[What is needed] Every record that follows is to be copied exactly, with the pictures omitted.

Data records
════════

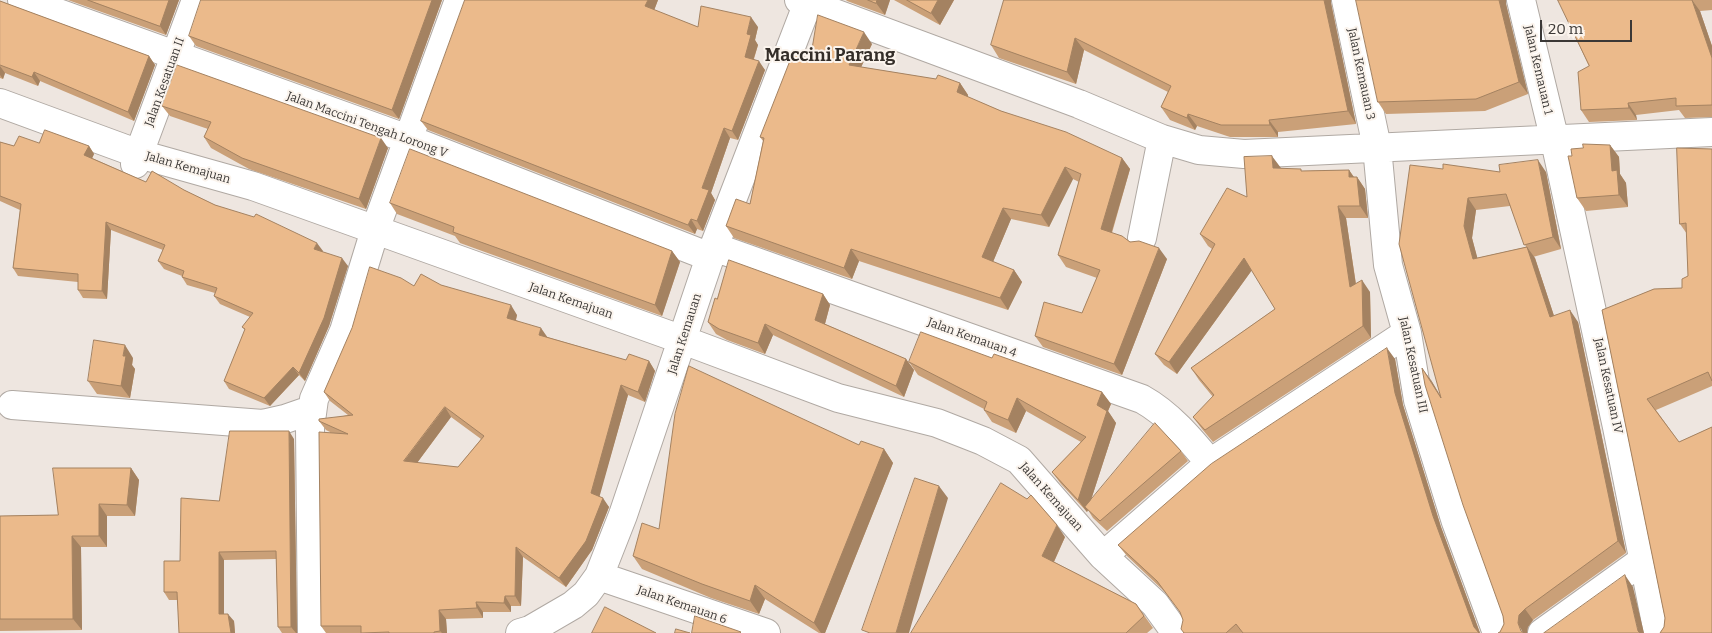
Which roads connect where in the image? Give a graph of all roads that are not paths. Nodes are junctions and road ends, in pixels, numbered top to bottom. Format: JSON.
{"nodes":[{"id":1,"x":22,"y":0,"type":"edge"},
{"id":2,"x":196,"y":0,"type":"edge"},
{"id":3,"x":459,"y":0,"type":"edge"},
{"id":4,"x":1346,"y":0,"type":"edge"},
{"id":5,"x":1521,"y":0,"type":"edge"},
{"id":6,"x":805,"y":1,"type":"edge"},
{"id":7,"x":176,"y":55,"type":"junction"},
{"id":8,"x":0,"y":103,"type":"edge"},
{"id":9,"x":1712,"y":132,"type":"edge"},
{"id":10,"x":408,"y":139,"type":"junction"},
{"id":11,"x":1162,"y":139,"type":"junction"},
{"id":12,"x":1555,"y":141,"type":"junction"},
{"id":13,"x":1377,"y":147,"type":"junction"},
{"id":14,"x":137,"y":159,"type":"junction"},
{"id":15,"x":375,"y":230,"type":"junction"},
{"id":16,"x":1142,"y":238,"type":"dead end"},
{"id":17,"x":712,"y":252,"type":"junction"},
{"id":18,"x":1408,"y":333,"type":"junction"},
{"id":19,"x":684,"y":340,"type":"junction"},
{"id":20,"x":12,"y":405,"type":"dead end"},
{"id":21,"x":311,"y":410,"type":"junction"},
{"id":22,"x":1210,"y":464,"type":"junction"},
{"id":23,"x":1103,"y":556,"type":"junction"},
{"id":24,"x":1642,"y":561,"type":"junction"},
{"id":25,"x":599,"y":576,"type":"junction"},
{"id":26,"x":312,"y":633,"type":"edge"},
{"id":27,"x":520,"y":633,"type":"edge"},
{"id":28,"x":766,"y":633,"type":"edge"},
{"id":29,"x":1176,"y":633,"type":"edge"},
{"id":30,"x":1497,"y":633,"type":"edge"},
{"id":31,"x":1542,"y":633,"type":"edge"},
{"id":32,"x":1658,"y":633,"type":"edge"}],
"edges":[{"from":1,"to":7,"type":"street","name":"Jalan Maccini Tengah Lorong V"},
{"from":2,"to":7,"type":"street","name":"Jalan Kesatuan II"},
{"from":3,"to":10,"type":"street"},
{"from":4,"to":13,"type":"street","name":"Jalan Kemauan 3"},
{"from":5,"to":12,"type":"street","name":"Jalan Kemauan 1"},
{"from":6,"to":11,"type":"street"},
{"from":6,"to":17,"type":"street","name":"Jalan Kemauan"},
{"from":7,"to":10,"type":"street","name":"Jalan Maccini Tengah Lorong V"},
{"from":7,"to":14,"type":"street","name":"Jalan Kesatuan II"},
{"from":8,"to":14,"type":"street","name":"Jalan Kemajuan"},
{"from":9,"to":12,"type":"street"},
{"from":10,"to":15,"type":"street"},
{"from":10,"to":17,"type":"street","name":"Jalan Maccini Tengah Lorong V"},
{"from":11,"to":13,"type":"street"},
{"from":11,"to":16,"type":"street"},
{"from":12,"to":13,"type":"street"},
{"from":12,"to":24,"type":"street","name":"Jalan Kesatuan IV"},
{"from":13,"to":18,"type":"street","name":"Jalan Kesatuan III"},
{"from":14,"to":15,"type":"street","name":"Jalan Kemajuan"},
{"from":15,"to":19,"type":"street","name":"Jalan Kemajuan"},
{"from":15,"to":21,"type":"street"},
{"from":17,"to":19,"type":"street","name":"Jalan Kemauan"},
{"from":17,"to":22,"type":"street","name":"Jalan Kemauan 4"},
{"from":18,"to":22,"type":"street"},
{"from":18,"to":30,"type":"street","name":"Jalan Kesatuan III"},
{"from":19,"to":23,"type":"street","name":"Jalan Kemajuan"},
{"from":19,"to":25,"type":"street","name":"Jalan Kemauan"},
{"from":20,"to":21,"type":"street"},
{"from":21,"to":26,"type":"street"},
{"from":22,"to":23,"type":"street"},
{"from":23,"to":29,"type":"street","name":"Jalan Kemajuan"},
{"from":24,"to":31,"type":"street"},
{"from":24,"to":32,"type":"street","name":"Jalan Kesatuan IV"},
{"from":25,"to":27,"type":"street","name":"Jalan Kemauan"},
{"from":25,"to":28,"type":"street","name":"Jalan Kemauan 6"}]}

════════

[Solution for this problem]
Which roads connect where in the image? Give a graph of all roads that are not paths. Nodes are junctions and road ends, in pixels, numbered top to bottom. Format: JSON.
{"nodes":[{"id":1,"x":22,"y":0,"type":"edge"},
{"id":2,"x":196,"y":0,"type":"edge"},
{"id":3,"x":459,"y":0,"type":"edge"},
{"id":4,"x":1346,"y":0,"type":"edge"},
{"id":5,"x":1521,"y":0,"type":"edge"},
{"id":6,"x":805,"y":1,"type":"edge"},
{"id":7,"x":176,"y":55,"type":"junction"},
{"id":8,"x":0,"y":103,"type":"edge"},
{"id":9,"x":1712,"y":132,"type":"edge"},
{"id":10,"x":408,"y":139,"type":"junction"},
{"id":11,"x":1162,"y":139,"type":"junction"},
{"id":12,"x":1555,"y":141,"type":"junction"},
{"id":13,"x":1377,"y":147,"type":"junction"},
{"id":14,"x":137,"y":159,"type":"junction"},
{"id":15,"x":375,"y":230,"type":"junction"},
{"id":16,"x":1142,"y":238,"type":"dead end"},
{"id":17,"x":712,"y":252,"type":"junction"},
{"id":18,"x":1408,"y":333,"type":"junction"},
{"id":19,"x":684,"y":340,"type":"junction"},
{"id":20,"x":12,"y":405,"type":"dead end"},
{"id":21,"x":311,"y":410,"type":"junction"},
{"id":22,"x":1210,"y":464,"type":"junction"},
{"id":23,"x":1103,"y":556,"type":"junction"},
{"id":24,"x":1642,"y":561,"type":"junction"},
{"id":25,"x":599,"y":576,"type":"junction"},
{"id":26,"x":312,"y":633,"type":"edge"},
{"id":27,"x":520,"y":633,"type":"edge"},
{"id":28,"x":766,"y":633,"type":"edge"},
{"id":29,"x":1176,"y":633,"type":"edge"},
{"id":30,"x":1497,"y":633,"type":"edge"},
{"id":31,"x":1542,"y":633,"type":"edge"},
{"id":32,"x":1658,"y":633,"type":"edge"}],
"edges":[{"from":1,"to":7,"type":"street","name":"Jalan Maccini Tengah Lorong V"},
{"from":2,"to":7,"type":"street","name":"Jalan Kesatuan II"},
{"from":3,"to":10,"type":"street"},
{"from":4,"to":13,"type":"street","name":"Jalan Kemauan 3"},
{"from":5,"to":12,"type":"street","name":"Jalan Kemauan 1"},
{"from":6,"to":11,"type":"street"},
{"from":6,"to":17,"type":"street","name":"Jalan Kemauan"},
{"from":7,"to":10,"type":"street","name":"Jalan Maccini Tengah Lorong V"},
{"from":7,"to":14,"type":"street","name":"Jalan Kesatuan II"},
{"from":8,"to":14,"type":"street","name":"Jalan Kemajuan"},
{"from":9,"to":12,"type":"street"},
{"from":10,"to":15,"type":"street"},
{"from":10,"to":17,"type":"street","name":"Jalan Maccini Tengah Lorong V"},
{"from":11,"to":13,"type":"street"},
{"from":11,"to":16,"type":"street"},
{"from":12,"to":13,"type":"street"},
{"from":12,"to":24,"type":"street","name":"Jalan Kesatuan IV"},
{"from":13,"to":18,"type":"street","name":"Jalan Kesatuan III"},
{"from":14,"to":15,"type":"street","name":"Jalan Kemajuan"},
{"from":15,"to":19,"type":"street","name":"Jalan Kemajuan"},
{"from":15,"to":21,"type":"street"},
{"from":17,"to":19,"type":"street","name":"Jalan Kemauan"},
{"from":17,"to":22,"type":"street","name":"Jalan Kemauan 4"},
{"from":18,"to":22,"type":"street"},
{"from":18,"to":30,"type":"street","name":"Jalan Kesatuan III"},
{"from":19,"to":23,"type":"street","name":"Jalan Kemajuan"},
{"from":19,"to":25,"type":"street","name":"Jalan Kemauan"},
{"from":20,"to":21,"type":"street"},
{"from":21,"to":26,"type":"street"},
{"from":22,"to":23,"type":"street"},
{"from":23,"to":29,"type":"street","name":"Jalan Kemajuan"},
{"from":24,"to":31,"type":"street"},
{"from":24,"to":32,"type":"street","name":"Jalan Kesatuan IV"},
{"from":25,"to":27,"type":"street","name":"Jalan Kemauan"},
{"from":25,"to":28,"type":"street","name":"Jalan Kemauan 6"}]}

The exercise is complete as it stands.